Mum falters, and together over her and the dough, which she has stopped kneading, settles an odd silence. Like when someone asks for a question to be repeated, as if they have not heard it, but they definitely have, they are just trying to buy time to put the social puzzle together, to understand if it is a trick or a genuine question, because, really, who asks that kind of question anyway?

“Of course,” she says eventually, pinching Katie’s cheek and leaving sticky fingerprints, “I love you, for one. And Matt.”

Katie frowns and wipes her cheek with sudden ferocity.

“You know what I mean. Of course…”

_Of course you love us. We are your children._

_Of course you love dad. He is your soulmate._

The pie ends up mediocre, but after all, mum has never claimed to be a perfect housewife. Katie’s parents met in the office. Two kids, a dog, guests sometimes on Fridays and a few journalists here and there. They are a normal middle-class family, a specimen of the intellectual elite. They have never been stopped in the middle of a street for an autograph, but the wall of the staircase is covered in photos from school science fairs. In these photos, Sam Holt is always surrounded by excited kids with their volcanoes and planes and other projects.
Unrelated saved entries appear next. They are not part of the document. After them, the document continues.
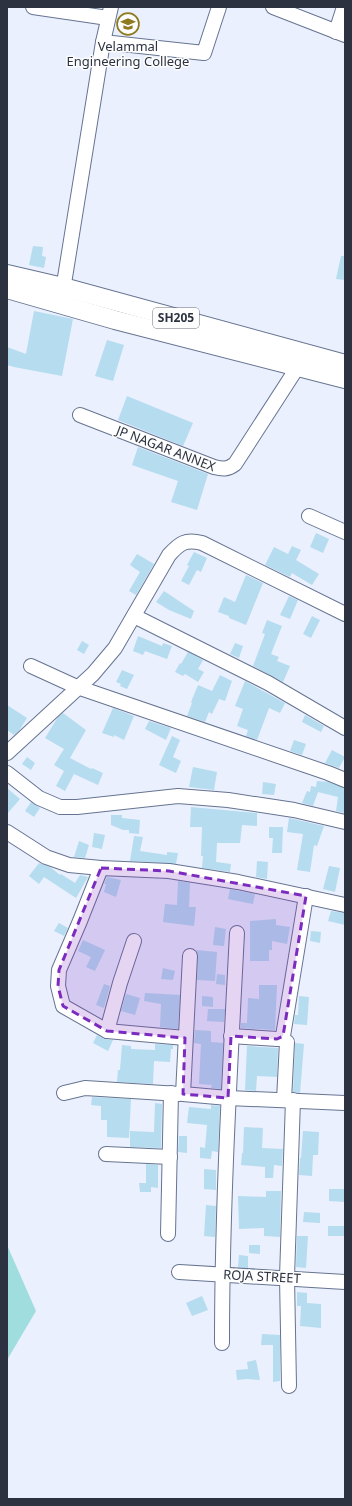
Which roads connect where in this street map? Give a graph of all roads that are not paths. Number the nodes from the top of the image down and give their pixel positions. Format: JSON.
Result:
{"nodes":[{"id":1,"x":33,"y":7,"type":"edge"},
{"id":2,"x":219,"y":7,"type":"edge"},
{"id":3,"x":344,"y":7,"type":"edge"},
{"id":4,"x":280,"y":8,"type":"edge"},
{"id":5,"x":109,"y":12,"type":"edge"},
{"id":6,"x":340,"y":33,"type":"edge"},
{"id":7,"x":103,"y":42,"type":"junction"},
{"id":8,"x":7,"y":274,"type":"edge"},
{"id":9,"x":7,"y":289,"type":"edge"},
{"id":10,"x":62,"y":296,"type":"junction"},
{"id":11,"x":345,"y":364,"type":"edge"},
{"id":12,"x":297,"y":368,"type":"junction"},
{"id":13,"x":345,"y":379,"type":"edge"},
{"id":14,"x":80,"y":415,"type":"dead end"},
{"id":15,"x":309,"y":516,"type":"dead end"},
{"id":16,"x":345,"y":532,"type":"edge"},
{"id":17,"x":345,"y":614,"type":"edge"},
{"id":18,"x":134,"y":616,"type":"junction"},
{"id":19,"x":31,"y":666,"type":"dead end"},
{"id":20,"x":77,"y":687,"type":"junction"},
{"id":21,"x":345,"y":728,"type":"edge"},
{"id":22,"x":7,"y":753,"type":"edge"},
{"id":23,"x":7,"y":773,"type":"edge"},
{"id":24,"x":345,"y":780,"type":"edge"},
{"id":25,"x":345,"y":822,"type":"edge"},
{"id":26,"x":7,"y":832,"type":"edge"},
{"id":27,"x":101,"y":868,"type":"junction"},
{"id":28,"x":306,"y":896,"type":"junction"},
{"id":29,"x":345,"y":905,"type":"edge"},
{"id":30,"x":236,"y":933,"type":"dead end"},
{"id":31,"x":134,"y":941,"type":"dead end"},
{"id":32,"x":190,"y":956,"type":"dead end"},
{"id":33,"x":107,"y":1031,"type":"junction"},
{"id":34,"x":231,"y":1036,"type":"junction"},
{"id":35,"x":185,"y":1038,"type":"junction"},
{"id":36,"x":287,"y":1042,"type":"dead end"},
{"id":37,"x":64,"y":1093,"type":"dead end"},
{"id":38,"x":177,"y":1094,"type":"junction"},
{"id":39,"x":228,"y":1098,"type":"junction"},
{"id":40,"x":288,"y":1100,"type":"junction"},
{"id":41,"x":345,"y":1103,"type":"edge"},
{"id":42,"x":106,"y":1154,"type":"dead end"},
{"id":43,"x":170,"y":1157,"type":"junction"},
{"id":44,"x":168,"y":1234,"type":"dead end"},
{"id":45,"x":179,"y":1272,"type":"dead end"},
{"id":46,"x":222,"y":1274,"type":"junction"},
{"id":47,"x":287,"y":1277,"type":"junction"},
{"id":48,"x":345,"y":1282,"type":"edge"},
{"id":49,"x":222,"y":1344,"type":"dead end"},
{"id":50,"x":289,"y":1386,"type":"dead end"}],
"edges":[{"from":1,"to":5,"type":"street"},
{"from":2,"to":7,"type":"street"},
{"from":3,"to":6,"type":"street"},
{"from":4,"to":6,"type":"street"},
{"from":5,"to":7,"type":"street"},
{"from":7,"to":10,"type":"street"},
{"from":8,"to":10,"type":"main road","number":"SH205"},
{"from":9,"to":10,"type":"main road"},
{"from":10,"to":11,"type":"main road","number":"SH205"},
{"from":10,"to":12,"type":"main road"},
{"from":12,"to":13,"type":"main road"},
{"from":12,"to":14,"type":"street","name":"JP NAGAR ANNEX"},
{"from":15,"to":16,"type":"street"},
{"from":17,"to":18,"type":"street"},
{"from":18,"to":20,"type":"street"},
{"from":18,"to":21,"type":"street"},
{"from":19,"to":20,"type":"street"},
{"from":20,"to":22,"type":"street"},
{"from":20,"to":24,"type":"street"},
{"from":23,"to":25,"type":"street"},
{"from":26,"to":27,"type":"street"},
{"from":27,"to":28,"type":"street"},
{"from":27,"to":33,"type":"street"},
{"from":28,"to":29,"type":"street"},
{"from":28,"to":34,"type":"street"},
{"from":30,"to":34,"type":"street"},
{"from":31,"to":33,"type":"street"},
{"from":32,"to":35,"type":"street"},
{"from":33,"to":35,"type":"street"},
{"from":34,"to":39,"type":"street"},
{"from":35,"to":38,"type":"street"},
{"from":36,"to":40,"type":"street"},
{"from":37,"to":38,"type":"street"},
{"from":38,"to":39,"type":"street"},
{"from":38,"to":43,"type":"street"},
{"from":39,"to":40,"type":"street"},
{"from":39,"to":46,"type":"street"},
{"from":40,"to":41,"type":"street"},
{"from":40,"to":47,"type":"street"},
{"from":42,"to":43,"type":"street"},
{"from":43,"to":44,"type":"street"},
{"from":45,"to":46,"type":"street","name":"ROJA STREET"},
{"from":46,"to":47,"type":"street","name":"ROJA STREET"},
{"from":46,"to":49,"type":"street"},
{"from":47,"to":48,"type":"street","name":"ROJA STREET"},
{"from":47,"to":50,"type":"street"}]}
Katie glares at these photos, munching on a piece of the pie, which has been highly praised by dad and has always been completely tasteless. There is no point in lowering her eyes to her shoulder, the lines are not visible. Not yet, only under the bright light and only if she squints, she can make out some general figures – but she can feel a little swelling under the tips of her fingers. First there was just an itchy patch of skin, and now this. Her mark is beginning to appear, right when dad and Matt have begun to get ready for their Kerberos expedition, and they are going without her, and it means that she would have to apply to the Garrison in their absence. Her application is going to be successful, no doubt, how can they reject one of the Holts?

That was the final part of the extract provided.